Yes, quite a joke.  Unless it has the Bill James seal of approval, we are largely ignored.  Even a site like baseball-reference.com, as avant-garde as it is, shows much too much defence to James.

I told James about my Markov, and he agreed that the run value of the HR was too high in the high environment, and he articulated, correctly, the reason.  And still, he doesn’t change RC!

On the other hand, I did post a link to a fellow who used BaseRuns in the Israeli league.  Once he accounted for the reaching base on error, BaseRuns did quite well.

I will say that once someone accepts BaseRuns, they never turn their back on it.  The same can’t be said for anything else.


#3          (see all posts) 2007/12/11 (Tue) @ 16:27

I’ll point the authors here so they can find out about Base Runs ... maybe they can get another article out of it!
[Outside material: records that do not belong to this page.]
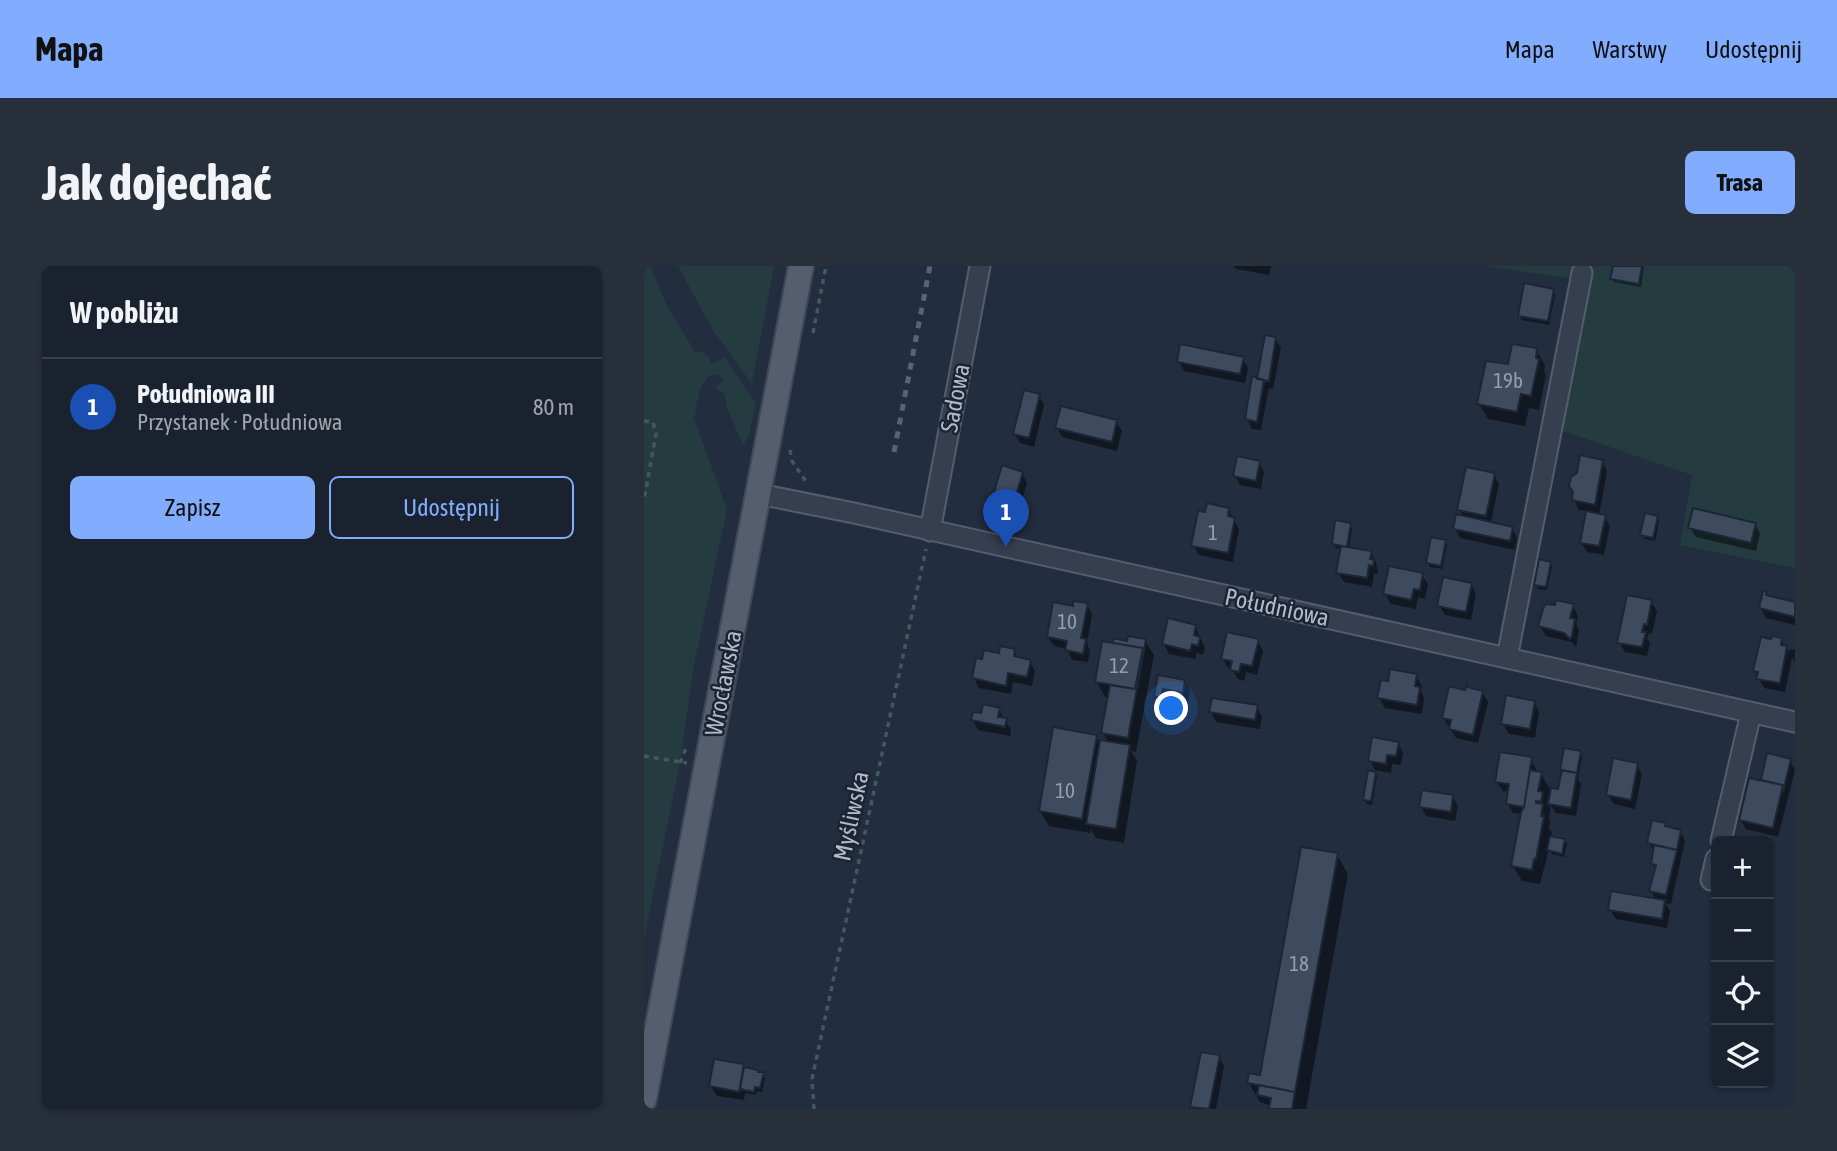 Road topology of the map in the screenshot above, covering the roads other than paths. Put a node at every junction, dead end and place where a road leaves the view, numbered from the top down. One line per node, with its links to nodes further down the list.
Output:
1 (801, 266): 4 (main road, Wrocławska)
2 (981, 266): 5 (street, Sadowa)
3 (1582, 273): 6 (street)
4 (765, 495): 5 (street, Południowa); 10 (main road, Wrocławska)
5 (930, 531): 6 (street, Południowa)
6 (1507, 657): 7 (street, Południowa)
7 (1751, 713): 8 (street, Południowa); 9 (street)
8 (1795, 722)
9 (1722, 836)
10 (644, 1099) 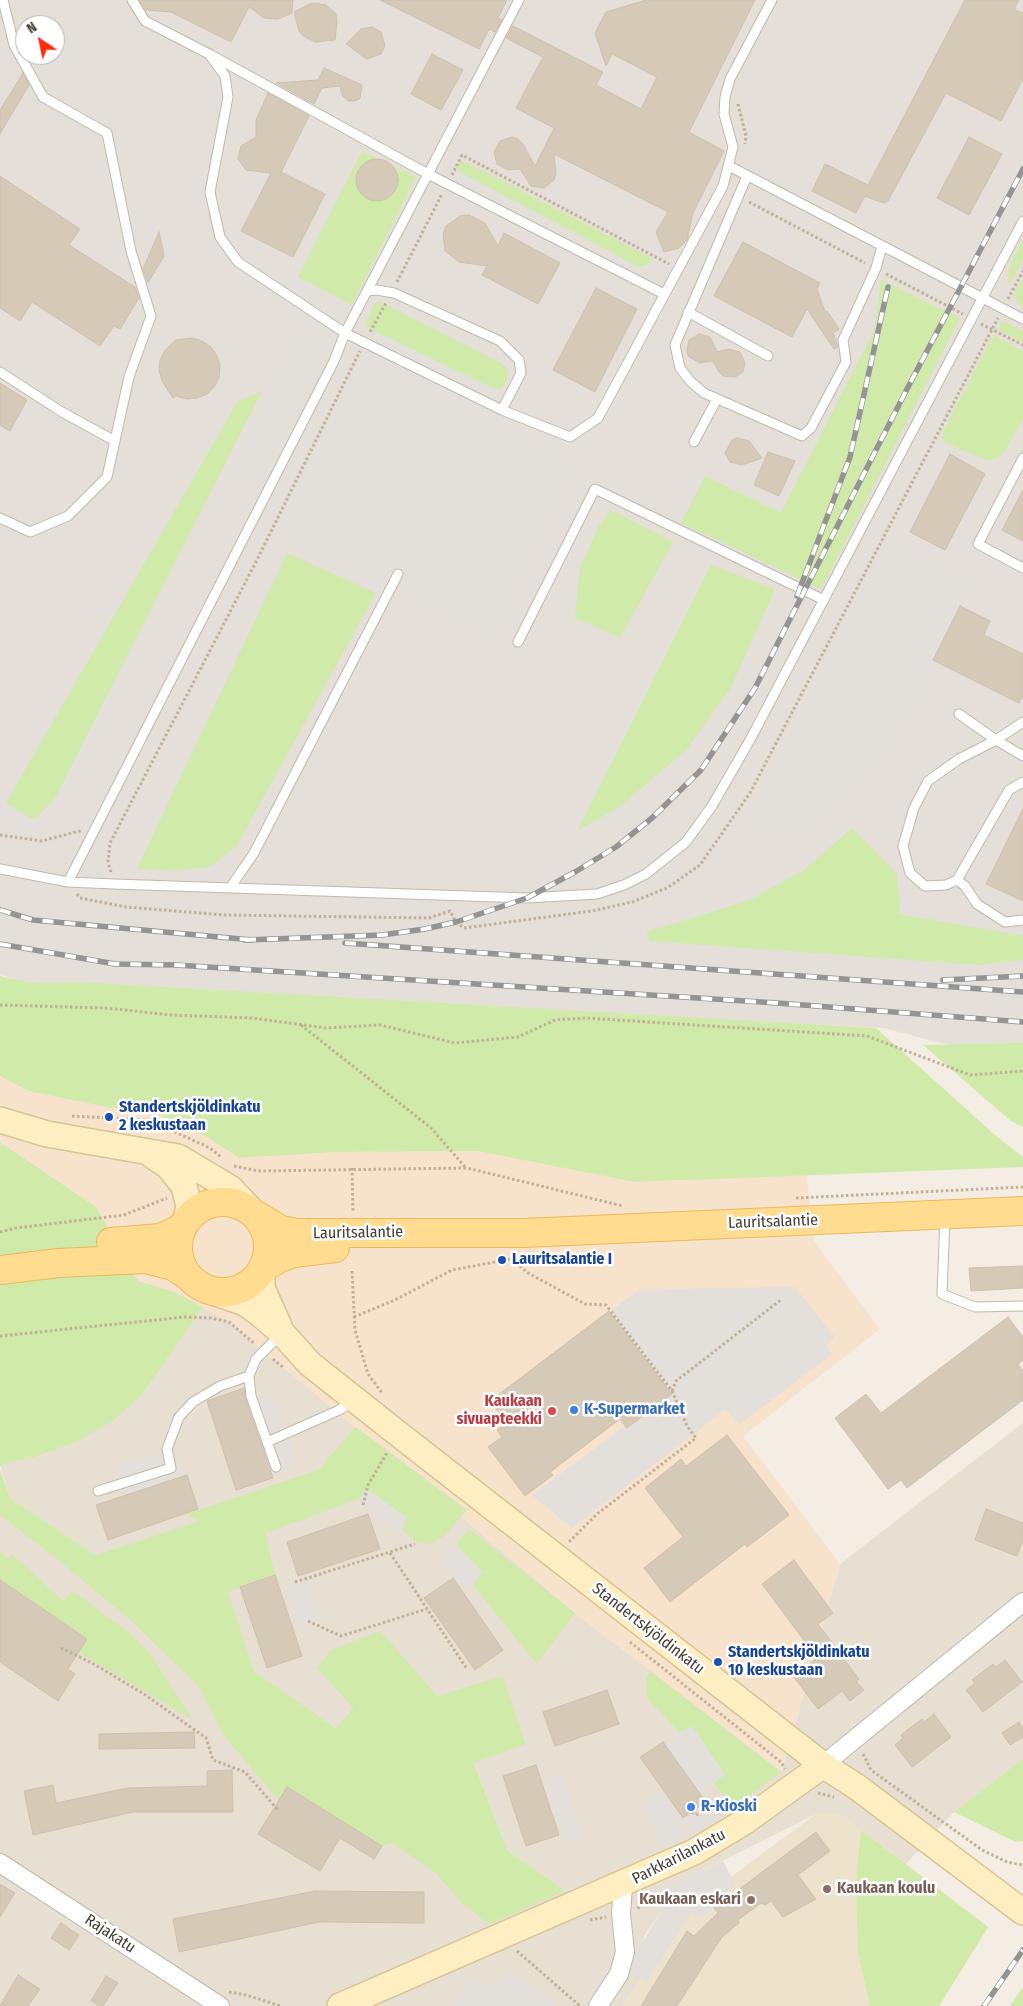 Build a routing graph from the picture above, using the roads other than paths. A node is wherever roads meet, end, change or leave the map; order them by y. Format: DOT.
graph roads {
  1 [pos="3,0"];
  2 [pos="132,0"];
  3 [pos="519,0"];
  4 [pos="772,0"];
  5 [pos="209,54"];
  6 [pos="729,166"];
  7 [pos="428,174"];
  8 [pos="744,174"];
  9 [pos="1023,221"];
  10 [pos="882,246"];
  11 [pos="367,291"];
  12 [pos="664,294"];
  13 [pos="984,299"];
  14 [pos="688,312"];
  15 [pos="1023,319"];
  16 [pos="345,332"];
  17 [pos="768,356"];
  18 [pos="0,372"];
  19 [pos="717,399"];
  20 [pos="502,410"];
  21 [pos="115,441"];
  22 [pos="694,442"];
  23 [pos="1023,458"];
  24 [pos="0,518"];
  25 [pos="1023,568"];
  26 [pos="398,574"];
  27 [pos="824,600"];
  28 [pos="518,642"];
  29 [pos="959,714"];
  30 [pos="1023,722"];
  31 [pos="996,740"];
  32 [pos="1023,756"];
  33 [pos="1023,782"];
  34 [pos="0,869"];
  35 [pos="957,880"];
  36 [pos="68,882"];
  37 [pos="230,888"];
  38 [pos="1023,920"];
  39 [pos="0,1120"];
  40 [pos="144,1151"];
  41 [pos="1023,1211"];
  42 [pos="254,1213"];
  43 [pos="945,1215"];
  44 [pos="184,1224"];
  45 [pos="523,1233"];
  46 [pos="0,1257"];
  47 [pos="264,1268"];
  48 [pos="0,1270"];
  49 [pos="187,1275"];
  50 [pos="216,1293"];
  51 [pos="1023,1306"];
  52 [pos="282,1333"];
  53 [pos="250,1376"];
  54 [pos="356,1401"];
  55 [pos="267,1442"];
  56 [pos="276,1467"];
  57 [pos="98,1491"];
  58 [pos="1023,1602"];
  59 [pos="823,1764"];
  60 [pos="0,1863"];
  61 [pos="623,1885"];
  62 [pos="1023,1912"];
  63 [pos="220,2006"];
  64 [pos="340,2006"];
  65 [pos="598,2006"];
  1 -- 21 [label="lane"];
  2 -- 5 [label="lane"];
  3 -- 7 [label="lane"];
  4 -- 6 [label="lane"];
  5 -- 7 [label="lane"];
  5 -- 16 [label="lane"];
  6 -- 8 [label="lane"];
  6 -- 12 [label="lane"];
  7 -- 11 [label="lane"];
  7 -- 12 [label="lane"];
  8 -- 10 [label="lane"];
  8 -- 14 [label="lane"];
  9 -- 13 [label="lane"];
  10 -- 13 [label="lane"];
  10 -- 19 [label="lane"];
  11 -- 16 [label="lane"];
  11 -- 20 [label="lane"];
  12 -- 20 [label="lane"];
  13 -- 15 [label="lane"];
  13 -- 27 [label="lane"];
  14 -- 17 [label="lane"];
  14 -- 19 [label="lane"];
  16 -- 20 [label="lane"];
  16 -- 36 [label="lane"];
  18 -- 21 [label="lane"];
  19 -- 22 [label="lane"];
  21 -- 24 [label="lane"];
  23 -- 25 [label="lane"];
  26 -- 37 [label="lane"];
  27 -- 28 [label="lane"];
  27 -- 37 [label="lane"];
  29 -- 31 [label="lane"];
  30 -- 31 [label="lane"];
  31 -- 32 [label="lane"];
  31 -- 35 [label="lane"];
  33 -- 35 [label="lane"];
  34 -- 36 [label="lane"];
  35 -- 38 [label="lane"];
  36 -- 37 [label="lane"];
  39 -- 40 [label="street"];
  40 -- 42 [label="street"];
  40 -- 44 [label="street"];
  41 -- 43 [label="main road, Lauritsalantie"];
  42 -- 44 [label="main road"];
  42 -- 45 [label="main road, Lauritsalantie"];
  42 -- 47 [label="main road"];
  43 -- 45 [label="main road, Lauritsalantie"];
  43 -- 51 [label="lane"];
  44 -- 46 [label="main road"];
  44 -- 49 [label="main road"];
  45 -- 47 [label="main road, Lauritsalantie"];
  47 -- 50 [label="main road"];
  47 -- 52 [label="street, Standertskjöldinkatu"];
  48 -- 49 [label="main road"];
  49 -- 50 [label="main road"];
  50 -- 52 [label="street, Standertskjöldinkatu"];
  52 -- 53 [label="lane"];
  52 -- 54 [label="street, Standertskjöldinkatu"];
  53 -- 55 [label="lane"];
  53 -- 57 [label="lane"];
  54 -- 55 [label="lane"];
  54 -- 59 [label="street, Standertskjöldinkatu"];
  55 -- 56 [label="lane"];
  58 -- 59 [label="street, Parkkarilankatu"];
  59 -- 61 [label="street, Parkkarilankatu"];
  59 -- 62 [label="street, Standertskjöldinkatu"];
  60 -- 63 [label="street, Rajakatu"];
  61 -- 64 [label="street, Parkkarilankatu"];
  61 -- 65 [label="street"];
}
#4    jinaz      (see all posts) 2007/12/11 (Tue) @ 16:43

I really like Wang’s study, because it’s so relevant to some of the things I’m fretting about with the Reds talking about shipping off their farm system for Erik Bedard.  But I had a question:

As I understand it, WARP has an extremely low baseline for position players because it compares players to “replacement level” hitting AND fielding.  So if you’re using a 75% of league average replacement level in each, then the replacement PLAYER is set to 0.75*0.75 = 50% of league average.

Does a similar problem exist for pitchers?  Or does WARP use a more reasonable baseline for them?  Comparing my RAR numbers to WARP for a few pitchers does still show WARP to be rather high, but I’ve never seen much discussion about WARP for pitchers.

If pitchers are treated more reasonably in WARP, that could be contributing to why pitchers do so much more poorly than hitters.  Though clearly the high “bust” rate is probably the bigger source of error.
-j


#5    studes      (see all posts) 2007/12/11 (Tue) @ 16:55

I think you know this, but I already did this analysis in last year’s THT Annual.


#6    tangotiger      (see all posts) 2007/12/11 (Tue) @ 17:13

Yes, it was last year’s annual that spurred my “Sabermetrics in the off-season”, as well as settling on the 40/60/80 numbers I used.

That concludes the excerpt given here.